Functional Versatility of a Series of Zr Metal-Organic Frameworks Probed by Solid-State Photoluminescence Spectroscopy.

Abstract

Many of the desirable properties of metal-organic frameworks (MOFs) can be tuned by chemical functionalization of the organic ligands that connect their metal clusters into multidimensional network solids. When these linker molecules are intrinsically fluorescent, they can pass on this property to the resultant MOF, potentially generating solid-state sensors, as analytes can be bound within their porous interiors. Herein, we report the synthesis of a series of 14 interpenetrated Zr and Hf MOFs linked by functionalized 4,4'-[1,4-phenylene-bis(ethyne-2,1-diyl)]-dibenzoate (peb2-) ligands, and we analyze the effect of functional group incorporation on their structures and properties.

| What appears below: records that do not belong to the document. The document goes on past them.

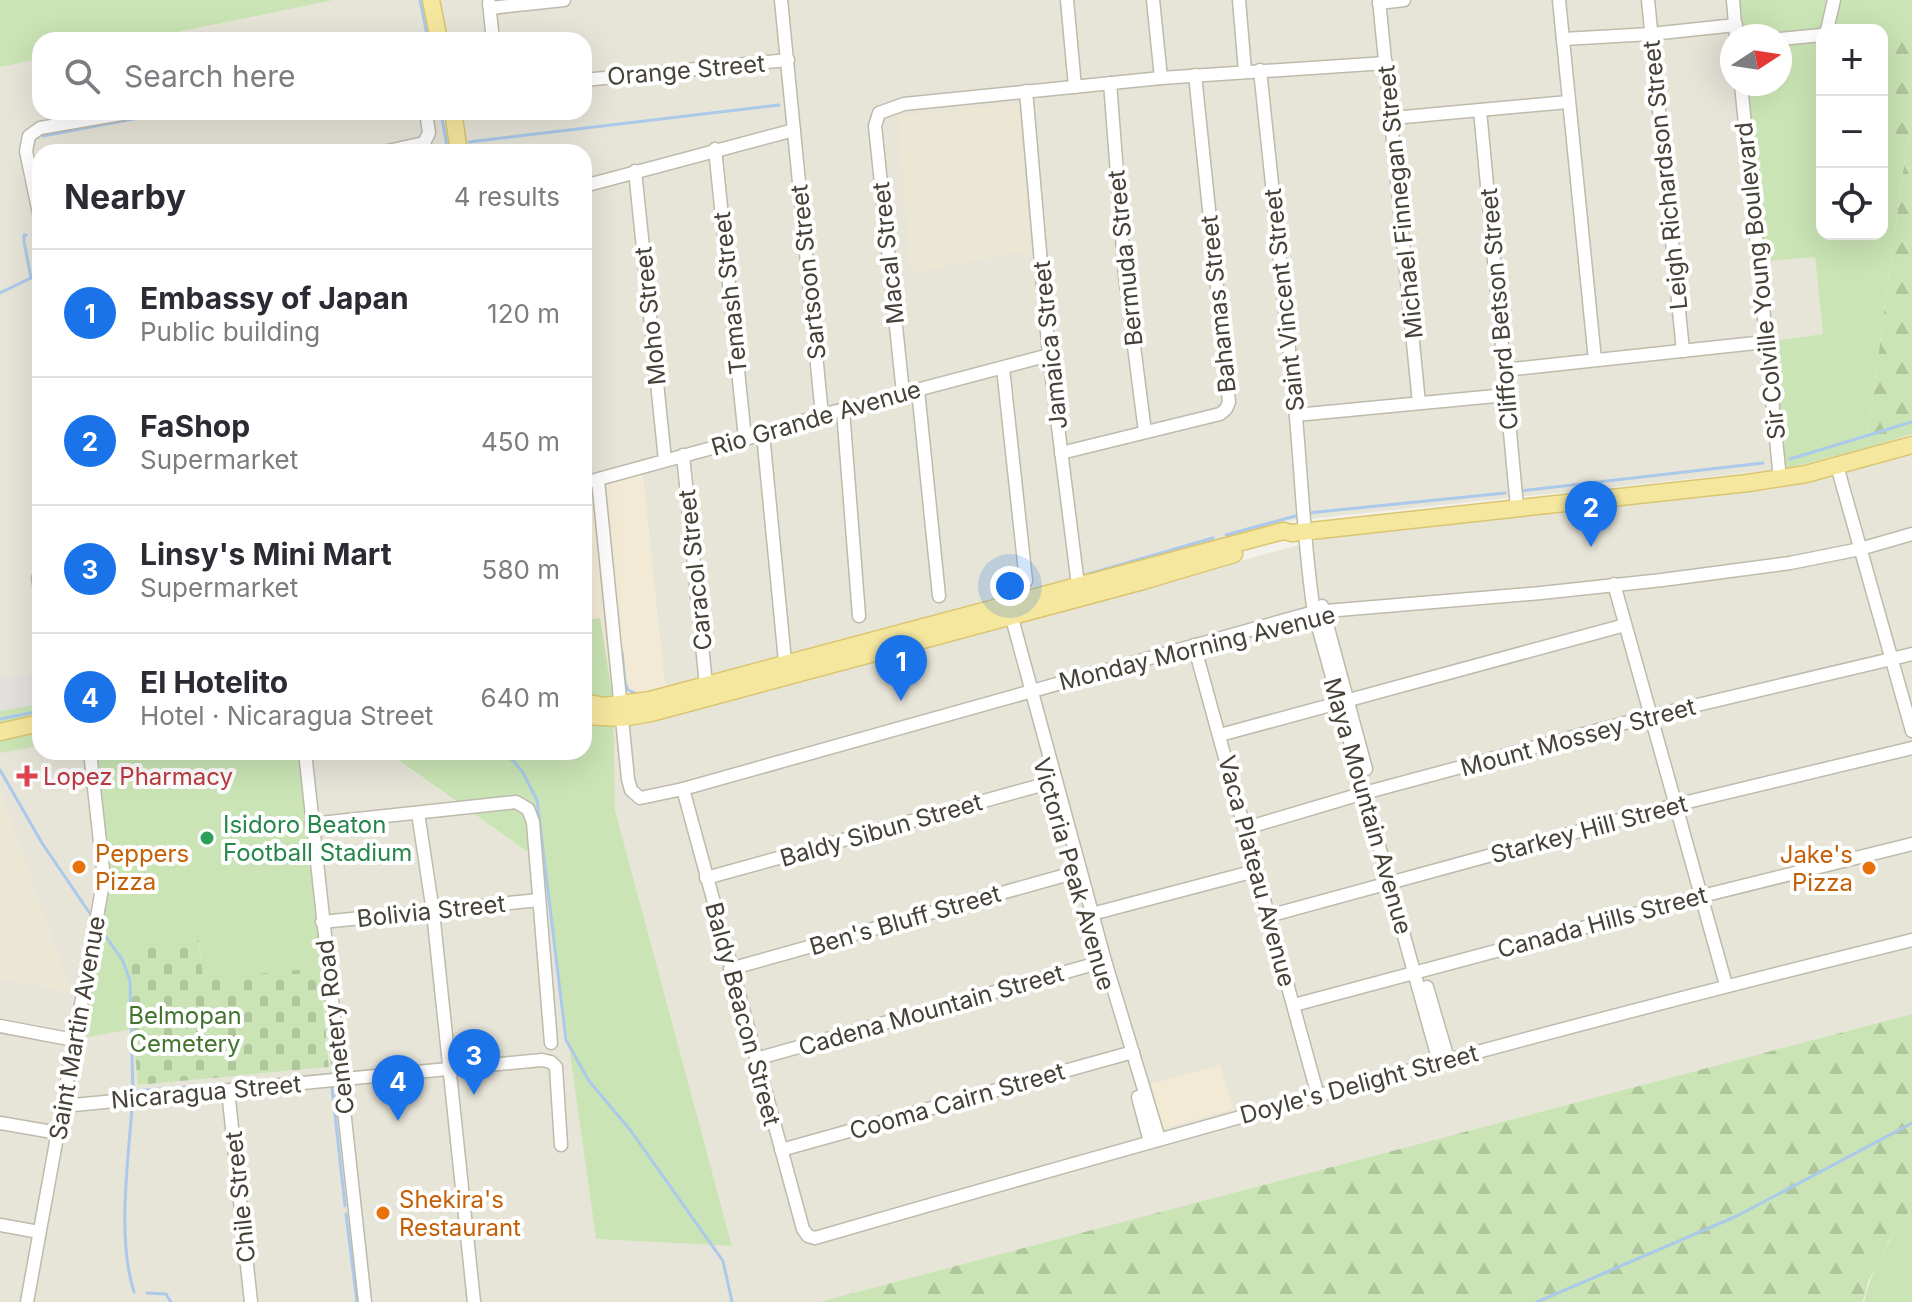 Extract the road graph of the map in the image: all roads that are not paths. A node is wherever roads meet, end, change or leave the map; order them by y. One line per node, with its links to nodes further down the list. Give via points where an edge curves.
1 (431, 0): 17 (main road)
2 (564, 0): 13 (street)
3 (781, 0): 23 (street, Sartsoon Street)
4 (1067, 0): 31 (street)
5 (1153, 0): 28 (street)
6 (1239, 0): 26 (street)
7 (1404, 0): 12 (street)
8 (1559, 0): 22 (street)
9 (1648, 0): 19 (street, Leigh Richardson Street)
10 (1733, 0): 14 (street)
11 (1834, 0): 15 (street)
12 (1379, 1): 24 (street, Michael Finnegan Street)
13 (490, 4): 18 (street)
14 (1735, 24)
15 (1828, 24)
16 (1720, 31): 19 (street)
17 (437, 32)
18 (492, 32)
19 (1651, 34): 22 (street); 48 (street, Leigh Richardson Street)
20 (1816, 36): 21 (street)
21 (1792, 38)
22 (1563, 39): 34 (street)
23 (788, 60): 29 (street, Orange Street); 40 (street, Sartsoon Street)
24 (1386, 63): 25 (street); 36 (street, Michael Finnegan Street)
25 (1260, 70): 26 (street); 59 (street, Saint Vincent Street)
26 (1245, 71): 27 (street)
27 (1195, 75): 28 (street); 60 (street, Bahamas Street, via 1229,402 1220,414)
28 (1161, 78): 30 (street)
29 (592, 79)
30 (1110, 83): 31 (street); 60 (street, Bermuda Street, via 1125,276)
31 (1075, 87): 32 (street)
32 (1026, 91): 49 (street, Jamaica Street); 54 (street, Macal Street, via 904,104 879,113 875,126)
33 (1742, 96): 47 (street, Sir Colville Young Boulevard)
34 (1568, 102): 35 (street); 50 (street)
35 (1480, 110): 36 (street); 52 (street, Clifford Betson Street)
36 (1393, 118): 56 (street, Michael Finnegan Street)
37 (86, 120): 45 (street, via 40,128 29,136 26,151)
38 (427, 120): 41 (street, via 429,133)
39 (454, 120): 42 (main road)
40 (794, 130): 43 (street); 58 (street, Sartsoon Street)
41 (419, 144)
42 (458, 144)
43 (715, 149): 44 (street); 62 (street, Temash Street)
44 (635, 171): 46 (street); 66 (street, Moho Street)
45 (32, 180)
46 (592, 184)
47 (1765, 342): 48 (street); 69 (street, Sir Colville Young Boulevard)
48 (1683, 351): 50 (street)
49 (1049, 355): 51 (street, Rio Grande Avenue); 64 (street, Jamaica Street)
50 (1595, 360): 52 (street)
51 (1003, 368): 53 (street, Rio Grande Avenue); 75 (street)
52 (1504, 370): 55 (street, Clifford Betson Street)
53 (918, 390): 54 (street, Rio Grande Avenue); 78 (street)
54 (903, 393): 57 (street, Rio Grande Avenue)
55 (1506, 395): 56 (street); 71 (street, Clifford Betson Street)
56 (1419, 403): 59 (street)
57 (843, 410): 58 (street, Rio Grande Avenue); 81 (street)
58 (822, 415): 61 (street, Rio Grande Avenue)
59 (1296, 415): 72 (street, Saint Vincent Street)
60 (1145, 432): 64 (street, Bahamas Street)
61 (763, 434): 62 (street, Rio Grande Avenue); 87 (street)
62 (745, 438): 65 (street, Rio Grande Avenue)
63 (1912, 445): 67 (main road)
64 (1061, 453): 77 (street, Jamaica Street)
65 (683, 455): 66 (street, Rio Grande Avenue); 88 (street, Caracol Street)
66 (665, 460): 68 (street, Rio Grande Avenue)
67 (1837, 466): 69 (main road); 74 (street)
68 (592, 478)
69 (1780, 479): 71 (main road)
70 (592, 506): 92 (street)
71 (1517, 507): 72 (main road)
72 (1299, 532): 77 (main road, via 1283,531); 80 (street, Maya Mountain Avenue)
73 (1912, 534): 74 (street, Monday Morning Avenue)
74 (1860, 549): 76 (street, Monday Morning Avenue, via 1790,563); 86 (street)
75 (1026, 581)
76 (1614, 584): 80 (street, Monday Morning Avenue); 82 (street)
77 (1079, 591): 79 (main road)
78 (939, 596)
79 (1005, 611): 84 (main road); 89 (street, Victoria Peak Avenue)
80 (1318, 612): 83 (street, Monday Morning Avenue); 90 (street, Maya Mountain Avenue)
81 (859, 616)
82 (1625, 625): 90 (street); 94 (street)
83 (1194, 645): 89 (street, Monday Morning Avenue); 98 (street, Vaca Plateau Avenue)
84 (847, 654): 88 (main road); 92 (main road)
85 (1912, 654): 86 (street, Mount Mossey Street)
86 (1892, 659): 94 (street, Mount Mossey Street); 96 (street)
87 (785, 661)
88 (706, 685): 92 (main road)
89 (1028, 692): 102 (street, Victoria Peak Avenue); 103 (street, Monday Morning Avenue)
90 (1344, 701): 98 (street); 104 (street, Maya Mountain Avenue)
91 (592, 704): 92 (main road)
92 (622, 711): 93 (main road); 103 (street, Monday Morning Avenue, via 631,790 648,798)
93 (592, 715)
94 (1651, 716): 104 (street, Mount Mossey Street); 105 (street)
95 (32, 725): 97 (main road)
96 (1912, 731)
97 (0, 732)
98 (1220, 735): 108 (street, Vaca Plateau Avenue)
99 (1912, 748): 105 (street, Starkey Hill Street)
100 (91, 760): 127 (street, Saint Martin Avenue, via 104,878)
101 (306, 760): 107 (street, Cemetery Road)
102 (1053, 782): 111 (street, Victoria Peak Avenue); 112 (street, Baldy Sibun Street)
103 (683, 789): 112 (street, Baldy Beacon Street)
104 (1368, 792): 108 (street, Mount Mossey Street); 113 (street, Maya Mountain Avenue)
105 (1675, 805): 113 (street, Starkey Hill Street); 114 (street)
106 (418, 813): 107 (street); 115 (street, via 516,802 528,809); 116 (street)
107 (311, 824): 119 (street, Cemetery Road)
108 (1246, 828): 110 (street, Vaca Plateau Avenue)
109 (1912, 844): 114 (street, Canada Hills Street)
110 (1255, 871): 117 (street); 118 (street, Vaca Plateau Avenue)
111 (1077, 872): 117 (street, Victoria Peak Avenue); 122 (street, Ben's Bluff Street)
112 (706, 878): 122 (street, Baldy Beacon Street)
113 (1394, 881): 118 (street, Starkey Hill Street); 123 (street, Maya Mountain Avenue)
114 (1702, 896): 123 (street, Canada Hills Street); 124 (street)
115 (539, 900): 116 (street, Bolivia Street); 128 (street)
116 (433, 912): 119 (street, Bolivia Street); 132 (street)
117 (1090, 915): 121 (street, Victoria Peak Avenue)
118 (1268, 916): 125 (street, Vaca Plateau Avenue)
119 (322, 922): 133 (street, Cemetery Road)
120 (1912, 940): 124 (street, Doyle's Delight Street)
121 (1102, 962): 129 (street, Victoria Peak Avenue); 130 (street, Cadena Mountain Street)
122 (730, 969): 130 (street, Baldy Beacon Street)
123 (1418, 971): 125 (street, Canada Hills Street); 131 (street, Maya Mountain Avenue)
124 (1726, 985): 131 (street, Doyle's Delight Street)
125 (1294, 1005): 135 (street, Vaca Plateau Avenue)
126 (0, 1026): 127 (street)
127 (74, 1040): 136 (street, Saint Martin Avenue)
128 (551, 1043)
129 (1129, 1053): 139 (street, Victoria Peak Avenue); 141 (street, Cooma Cairn Street)
130 (756, 1059): 141 (street, Baldy Beacon Street)
131 (1444, 1060): 135 (street, Doyle's Delight Street)
132 (450, 1068): 133 (street, Nicaragua Street); 140 (street, Nicaragua Street, via 551,1062 556,1067); 148 (street)
133 (341, 1080): 134 (street, Nicaragua Street); 147 (street, Cemetery Road)
134 (228, 1091): 136 (street, Nicaragua Street); 146 (street, Chile Street)
135 (1318, 1096): 139 (street, Doyle's Delight Street)
136 (63, 1106): 138 (street, Saint Martin Avenue)
137 (0, 1123): 138 (street)
138 (58, 1133): 143 (street, Saint Martin Avenue)
139 (1154, 1140): 144 (street, Doyle's Delight Street)
140 (561, 1145)
141 (781, 1150): 144 (street, Baldy Beacon Street)
142 (0, 1225): 143 (street)
143 (39, 1232): 145 (street, Saint Martin Avenue)
144 (808, 1236)
145 (27, 1302)
146 (251, 1302)
147 (365, 1302)
148 (474, 1302)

Addition of methyl, fluoro, naphthyl, and benzothiadiazolyl units does not affect the underlying topology, but induces subtle structural changes, such as ligand rotation, and mediates host-guest interactions. Further, we demonstrate that solid-state photoluminescence spectroscopy can be used to probe these effects. For instance, introduction of naphthyl and benzothiadiazolyl units yields MOFs that can act as stable fluorescent water sensors, a dimethyl modified MOF exhibits a temperature dependent phase change controlled by steric clashes between interpenetrated nets, and a tetrafluorinated analogue is found to be superhydrophobic despite only partial fluorination of its organic backbone. These subtle changes in ligand structure coupled with the consistent framework topology give rise to a series of MOFs with a remarkable range of physical properties that are not observed with the ligands alone.